Meshwa428 · 2024-12-07T08:18:57Z

I know that this model is llama based, and would like to see if it is capable of doing streaming TTS. like all those llama models are able to generate text as streams right? then allowing this model to do streaming TTS would be a great idea.
Can we do something like obtaining partial Tensors from the model and convert them to audio tokens ?
and then joining the partial audio to make a full audio?

edwko · 2024-12-07T08:25:01Z

I'm working on the streaming feature. It's not very straightforward due to the audio encoder model, but I'll hopefully push an update soon adding this feature for GGUF models for now.

Meshwa428 · 2024-12-07T09:02:34Z

Can't wait to try it out! 😊. I checked out this PR and it seems to have a good implementation for EXL2. can we extend it to llama_cpp?

edwko · 2024-12-07T10:23:30Z

Yes, all the backends will have streaming support, that's the plan. Will probably release first for llama cpp as mentioned. The implementation I've developed is quite different from the PR to handle audio streaming better. I'll get back to that PR for the EXL2 implementation when this is ready.

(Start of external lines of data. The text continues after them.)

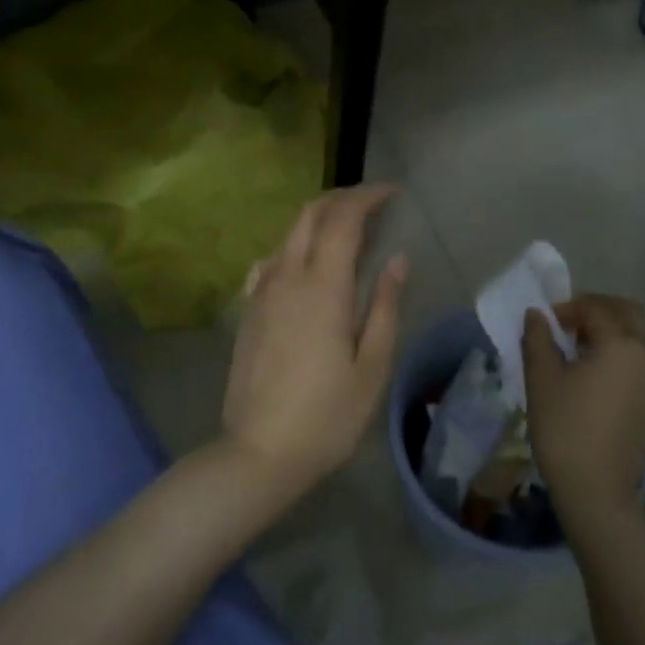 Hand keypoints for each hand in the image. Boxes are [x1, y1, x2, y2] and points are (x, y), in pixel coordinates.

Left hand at [223, 185, 407, 496]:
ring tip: (346, 230)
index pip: (343, 218)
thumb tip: (396, 259)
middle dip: (341, 199)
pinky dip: (293, 246)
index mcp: (323, 286)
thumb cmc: (328, 415)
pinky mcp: (248, 310)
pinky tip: (305, 265)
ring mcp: (261, 291)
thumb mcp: (372, 365)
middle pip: (309, 214)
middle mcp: (287, 276)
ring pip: (287, 234)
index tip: (392, 193)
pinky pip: (271, 261)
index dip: (367, 197)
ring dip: (317, 219)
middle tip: (371, 204)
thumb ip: (385, 305)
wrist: (259, 451)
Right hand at [523, 295, 644, 523]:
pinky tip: (595, 376)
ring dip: (609, 334)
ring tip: (578, 353)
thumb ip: (538, 338)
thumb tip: (536, 314)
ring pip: (636, 339)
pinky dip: (620, 357)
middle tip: (567, 326)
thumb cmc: (564, 428)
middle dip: (597, 312)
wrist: (597, 488)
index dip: (567, 308)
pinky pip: (641, 363)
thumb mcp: (541, 378)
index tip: (545, 322)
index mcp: (621, 344)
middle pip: (627, 315)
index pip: (595, 308) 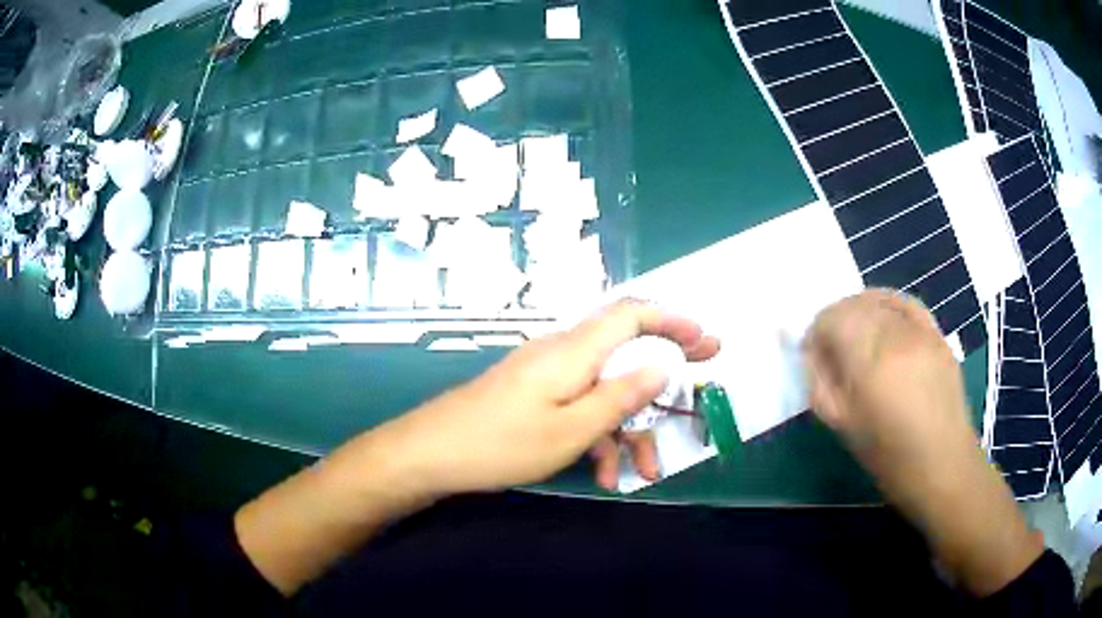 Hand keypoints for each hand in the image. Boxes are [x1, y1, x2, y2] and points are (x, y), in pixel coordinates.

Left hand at [387, 299, 719, 495]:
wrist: (431, 454)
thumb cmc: (501, 444)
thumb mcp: (572, 429)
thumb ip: (620, 396)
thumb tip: (663, 365)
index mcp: (573, 351)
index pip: (631, 314)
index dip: (672, 321)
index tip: (705, 341)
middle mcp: (562, 353)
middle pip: (624, 354)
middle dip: (662, 380)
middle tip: (697, 396)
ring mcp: (546, 375)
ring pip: (603, 390)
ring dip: (627, 428)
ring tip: (642, 472)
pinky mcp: (534, 395)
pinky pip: (578, 405)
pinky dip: (596, 434)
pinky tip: (602, 473)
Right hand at [804, 290, 1041, 596]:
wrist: (943, 465)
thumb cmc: (889, 456)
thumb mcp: (843, 425)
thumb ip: (820, 382)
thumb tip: (810, 351)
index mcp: (871, 361)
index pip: (832, 318)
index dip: (816, 332)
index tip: (812, 355)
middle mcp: (897, 334)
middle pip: (855, 304)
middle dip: (835, 321)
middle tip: (830, 350)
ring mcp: (921, 330)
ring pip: (879, 299)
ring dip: (859, 312)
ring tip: (855, 338)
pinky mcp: (937, 333)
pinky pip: (906, 303)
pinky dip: (887, 304)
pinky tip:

jadams777 · 2024-12-07T17:23:13Z

+1 for streaming audio.

Meshwa428 · 2024-12-07T17:24:47Z

Well I am also trying to implement it on my own if possible. Stay tuned. Either me or @edwko will update soon 😊

Meshwa428 · 2024-12-08T08:47:11Z

doing GGUF was pretty easy
edit the model.py with the below code

class GGUFModel:
    def __init__(
            self,
            model_path: str,
            n_gpu_layers: int = 0,
            max_seq_length: int = 4096,
            additional_model_config: dict = {}
    ) -> None:
        
        if not _GGUF_AVAILABLE:
            raise ImportError(
                "llama_cpp python module not found."
                "To use the GGUF model you must install llama cpp python manually."
            )

        additional_model_config["n_ctx"] = max_seq_length
        self.model = Llama(
            model_path=model_path,
            n_gpu_layers=n_gpu_layers,
            **additional_model_config
        )
    
    def generate(self, input_ids: list[int], config: GenerationConfig) -> list[int]:
        tokens = []
        for token in self.model.generate(
            input_ids,
            temp=config.temperature,
            repeat_penalty=config.repetition_penalty,
            **config.additional_gen_config,
        ):
            tokens.append(token)
            if (llama_token_is_eog(self.model._model.model, token) or 
                len(tokens) >= config.max_length):
                break

        return tokens
    
    def generate_stream(self, input_ids: list[int], config: GenerationConfig) -> Generator[int, None, None]:
        for token in self.model.generate(
            input_ids,
            temp=config.temperature,
            repeat_penalty=config.repetition_penalty,
            **config.additional_gen_config,
        ):
            yield token

            if (llama_token_is_eog(self.model._model.model, token) or 
                len(input_ids) >= config.max_length):
                break

and edit interface.py with the below code

class InterfaceGGUF(InterfaceHF):
    def __init__(
        self,
        config: GGUFModelConfig
    ) -> None:
        self.device = torch.device(
            config.device if config.device is not None
            else "cuda" if torch.cuda.is_available()
            else "cpu"
        )
        self.config = config
        self._device = config.device
        self.languages = config.languages
        self.language = config.language
        self.verbose = config.verbose

        self.audio_codec = AudioCodec(self.device, config.wavtokenizer_model_path)
        self.prompt_processor = PromptProcessor(config.tokenizer_path, self.languages)
        self.model = GGUFModel(
            model_path=config.model_path,
            n_gpu_layers=config.n_gpu_layers,
            max_seq_length=config.max_seq_length,
            additional_model_config=config.additional_model_config
        )

    def prepare_prompt(self, text: str, speaker: dict = None):
        prompt = self.prompt_processor.get_completion_prompt(text, self.language, speaker)
        return self.prompt_processor.tokenizer.encode(prompt, add_special_tokens=False)

    def generate(
            self, 
            text: str, 
            speaker: dict = None, 
            temperature: float = 0.1, 
            repetition_penalty: float = 1.1,
            max_length = 4096,
            additional_gen_config = {},
        ) -> ModelOutput:
        input_ids = self.prepare_prompt(text, speaker)
        if self.verbose:
            logger.info(f"Input tokens: {len(input_ids)}")
            logger.info("Generating audio...")
        
        self.check_generation_max_length(max_length)
        
        output = self.model.generate(
            input_ids=input_ids,
            config=GenerationConfig(
                temperature=temperature,
                max_length=max_length,
                repetition_penalty=repetition_penalty,
                additional_gen_config=additional_gen_config,
            )
        )
        audio = self.get_audio(output)
        if self.verbose:
            logger.info("Audio generation completed")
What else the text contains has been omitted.